» About this exercise
The records that follow are to be repeated exactly, with no pictures carried over.

» Supplied material
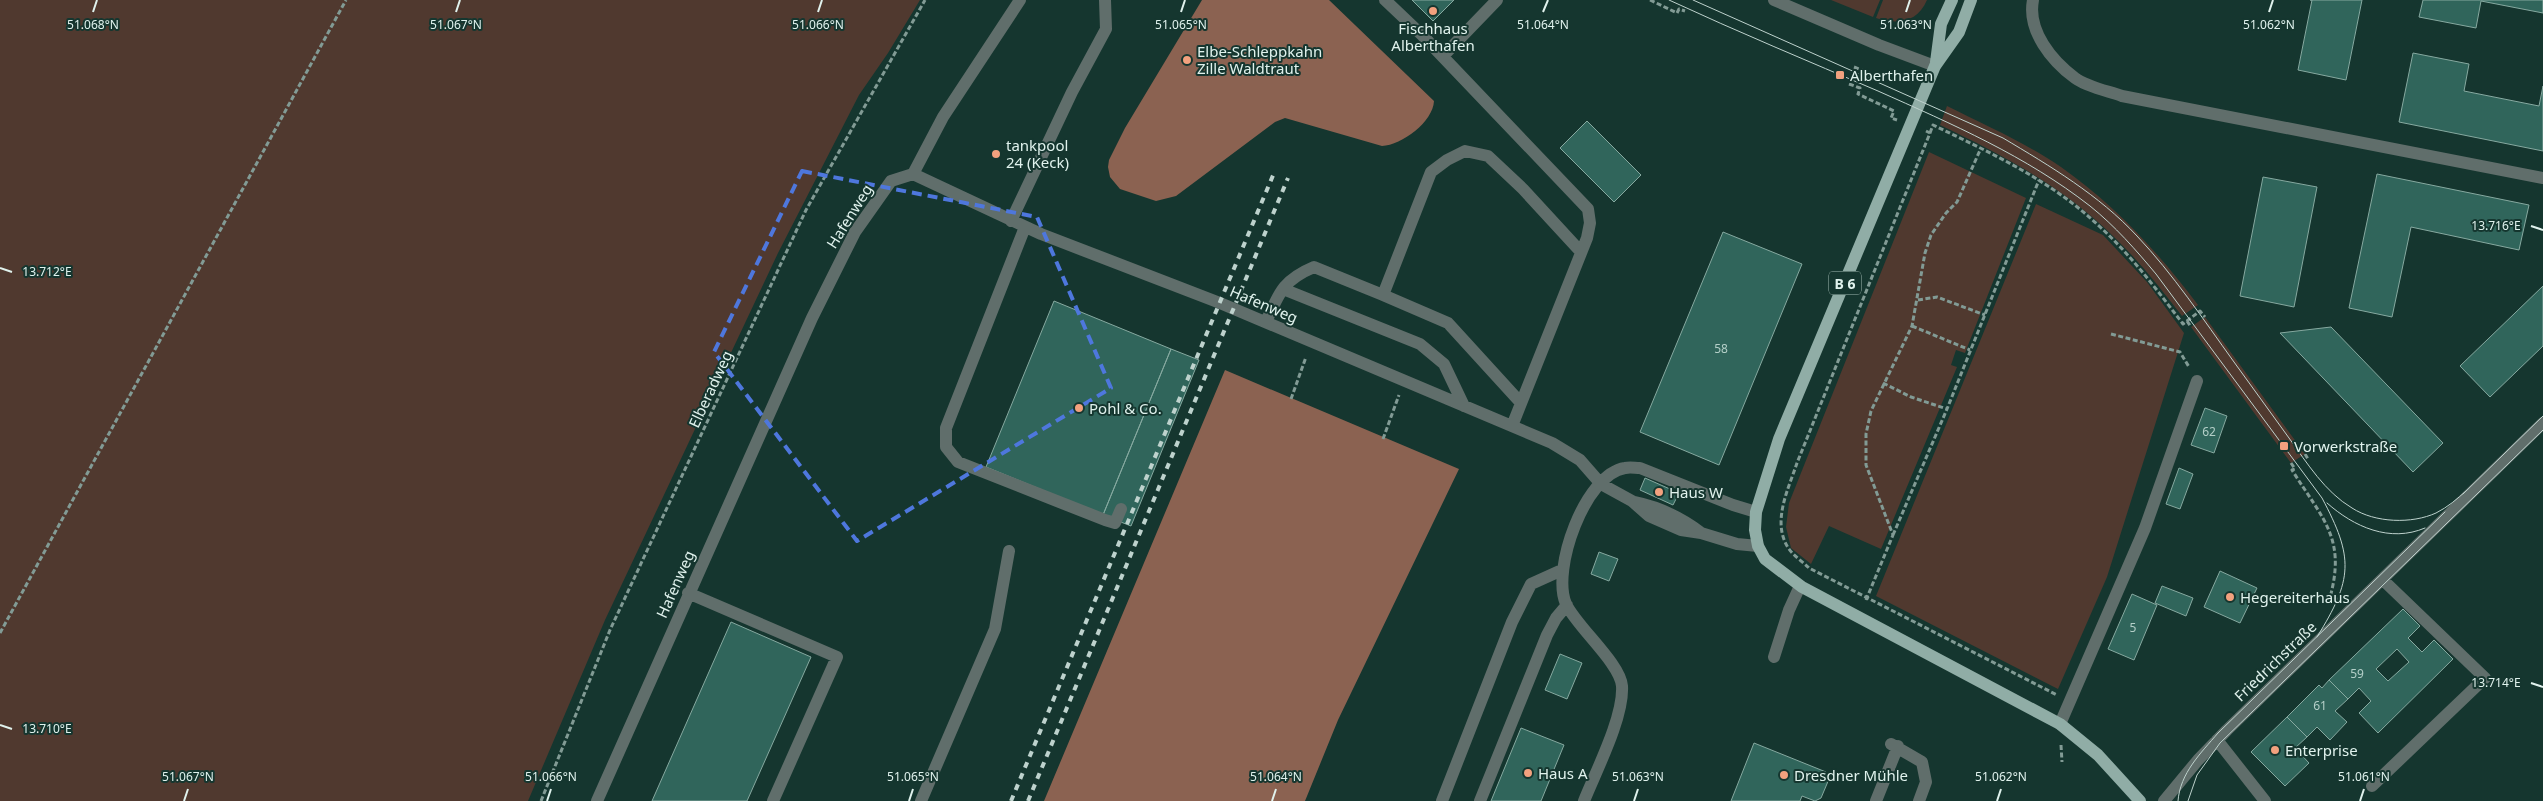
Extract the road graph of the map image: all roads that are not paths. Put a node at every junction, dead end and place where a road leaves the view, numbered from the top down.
1 (1020, 0) edge
2 (1105, 0) edge
3 (1385, 0) edge
4 (1497, 0) edge
5 (1774, 0) edge
6 (1952, 0) edge
7 (1971, 0) edge
8 (2033, 0) edge
9 (1443, 56) junction
10 (1935, 66) junction
11 (913, 174) junction
12 (2543, 178) edge
13 (1011, 221) junction
14 (1025, 227) junction
15 (1581, 252) junction
16 (1283, 288) junction
17 (1383, 295) junction
18 (1266, 322) junction
19 (2197, 381) road end
20 (1521, 403) junction
21 (1464, 406) junction
22 (2543, 423) edge
23 (1512, 426) junction
24 (1601, 484) junction
25 (1121, 509) dead end
26 (1756, 512) junction
27 (1758, 546) junction
28 (1009, 551) dead end
29 (1562, 570) junction
30 (2383, 580) junction
31 (1800, 586) junction
32 (688, 593) junction
33 (1567, 605) junction
34 (1774, 657) dead end
35 (2060, 724) junction
36 (2217, 740) junction
37 (2372, 786) dead end
38 (597, 801) edge
39 (773, 801) edge
40 (921, 801) edge
41 (1442, 801) edge
42 (1480, 801) edge
43 (1584, 801) edge
44 (1876, 801) edge
45 (1918, 801) edge
46 (2140, 801) edge
47 (2164, 801) edge
48 (2265, 801) edge

1 - 11 street
2 - 13 street
3 - 9 street
4 - 9 street
5 - 10 street
6 - 10 main road, B 6
7 - 10 main road, B 6
8 - 12 street
9 - 15 street
10 - 26 main road, B 6
11 - 13 street, Hafenweg
11 - 32 street, Hafenweg
13 - 14 street, Hafenweg
14 - 18 street, Hafenweg
14 - 25 street
15 - 17 street
15 - 20 street
16 - 17 street
16 - 18 street
16 - 21 street
17 - 20 street
18 - 21 street, Hafenweg
19 - 35 street
20 - 23 street
21 - 23 street, Hafenweg
22 - 30 street, Friedrichstraße
23 - 24 street, Hafenweg
24 - 26 street
24 - 27 street
24 - 29 street
26 - 27 main road, B 6
27 - 31 main road
28 - 40 street
29 - 33 street
29 - 41 street
30 - 36 street, Friedrichstraße
30 - 37 street
31 - 34 street
31 - 35 main road
32 - 38 street, Hafenweg
32 - 39 street
33 - 42 street
33 - 43 street
35 - 46 main road
36 - 47 street, Friedrichstraße
36 - 48 street
44 - 45 street

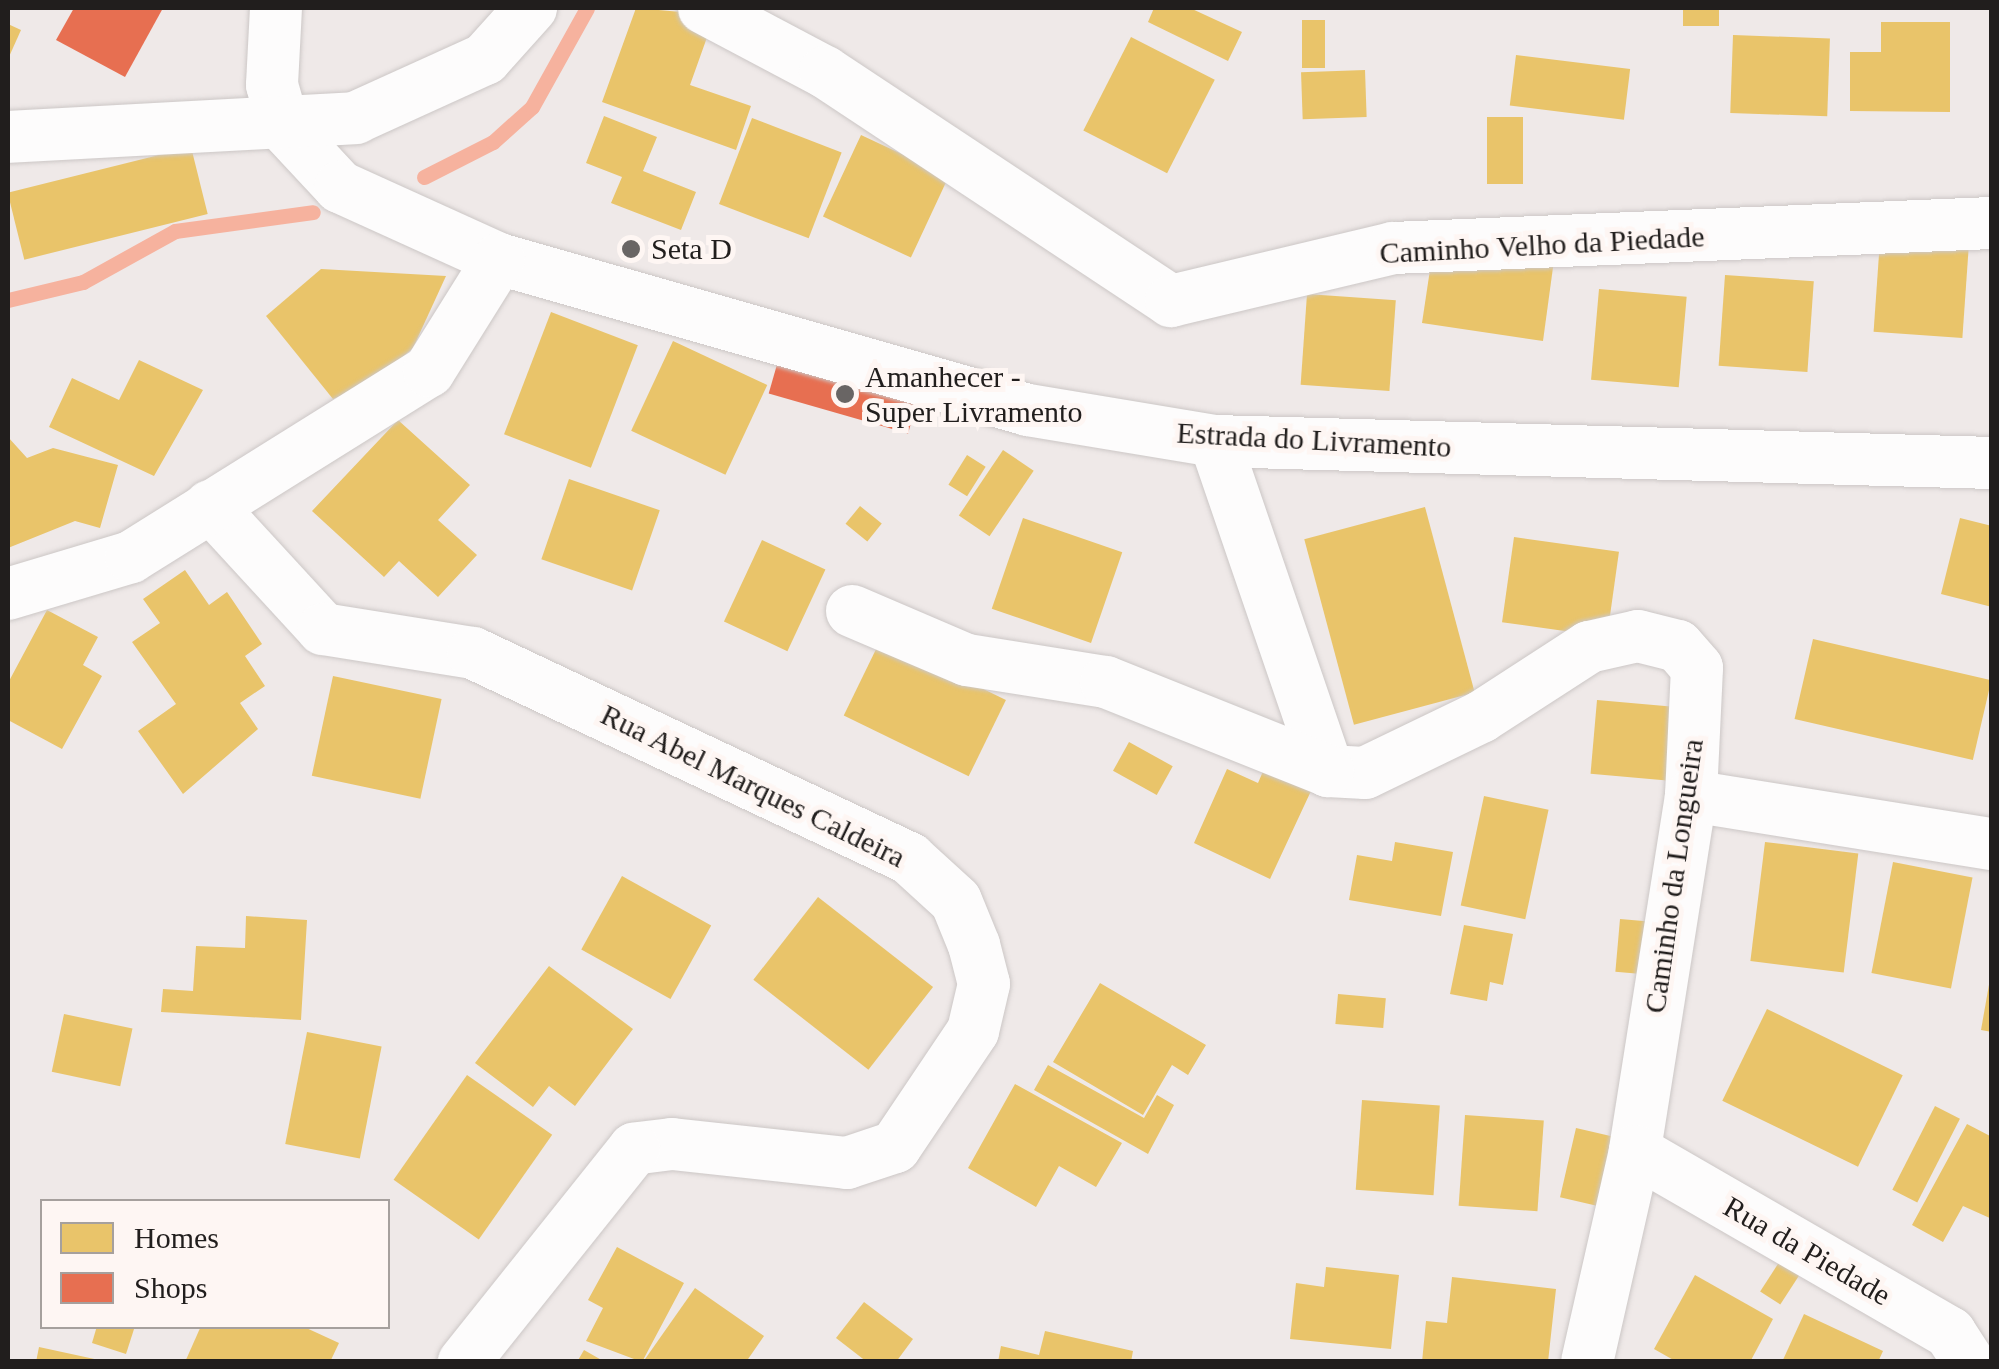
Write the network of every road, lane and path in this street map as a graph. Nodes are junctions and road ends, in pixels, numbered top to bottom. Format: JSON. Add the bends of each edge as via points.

» Solution to the exercise
Extract the road graph of the map image: all roads that are not paths. Put a node at every junction, dead end and place where a road leaves the view, numbered from the top down.
1 (1020, 0) edge
2 (1105, 0) edge
3 (1385, 0) edge
4 (1497, 0) edge
5 (1774, 0) edge
6 (1952, 0) edge
7 (1971, 0) edge
8 (2033, 0) edge
9 (1443, 56) junction
10 (1935, 66) junction
11 (913, 174) junction
12 (2543, 178) edge
13 (1011, 221) junction
14 (1025, 227) junction
15 (1581, 252) junction
16 (1283, 288) junction
17 (1383, 295) junction
18 (1266, 322) junction
19 (2197, 381) road end
20 (1521, 403) junction
21 (1464, 406) junction
22 (2543, 423) edge
23 (1512, 426) junction
24 (1601, 484) junction
25 (1121, 509) dead end
26 (1756, 512) junction
27 (1758, 546) junction
28 (1009, 551) dead end
29 (1562, 570) junction
30 (2383, 580) junction
31 (1800, 586) junction
32 (688, 593) junction
33 (1567, 605) junction
34 (1774, 657) dead end
35 (2060, 724) junction
36 (2217, 740) junction
37 (2372, 786) dead end
38 (597, 801) edge
39 (773, 801) edge
40 (921, 801) edge
41 (1442, 801) edge
42 (1480, 801) edge
43 (1584, 801) edge
44 (1876, 801) edge
45 (1918, 801) edge
46 (2140, 801) edge
47 (2164, 801) edge
48 (2265, 801) edge

1 - 11 street
2 - 13 street
3 - 9 street
4 - 9 street
5 - 10 street
6 - 10 main road, B 6
7 - 10 main road, B 6
8 - 12 street
9 - 15 street
10 - 26 main road, B 6
11 - 13 street, Hafenweg
11 - 32 street, Hafenweg
13 - 14 street, Hafenweg
14 - 18 street, Hafenweg
14 - 25 street
15 - 17 street
15 - 20 street
16 - 17 street
16 - 18 street
16 - 21 street
17 - 20 street
18 - 21 street, Hafenweg
19 - 35 street
20 - 23 street
21 - 23 street, Hafenweg
22 - 30 street, Friedrichstraße
23 - 24 street, Hafenweg
24 - 26 street
24 - 27 street
24 - 29 street
26 - 27 main road, B 6
27 - 31 main road
28 - 40 street
29 - 33 street
29 - 41 street
30 - 36 street, Friedrichstraße
30 - 37 street
31 - 34 street
31 - 35 main road
32 - 38 street, Hafenweg
32 - 39 street
33 - 42 street
33 - 43 street
35 - 46 main road
36 - 47 street, Friedrichstraße
36 - 48 street
44 - 45 street

Write the network of every road, lane and path in this street map as a graph. Nodes are junctions and road ends, in pixels, numbered top to bottom. Format: JSON. Add the bends of each edge as via points.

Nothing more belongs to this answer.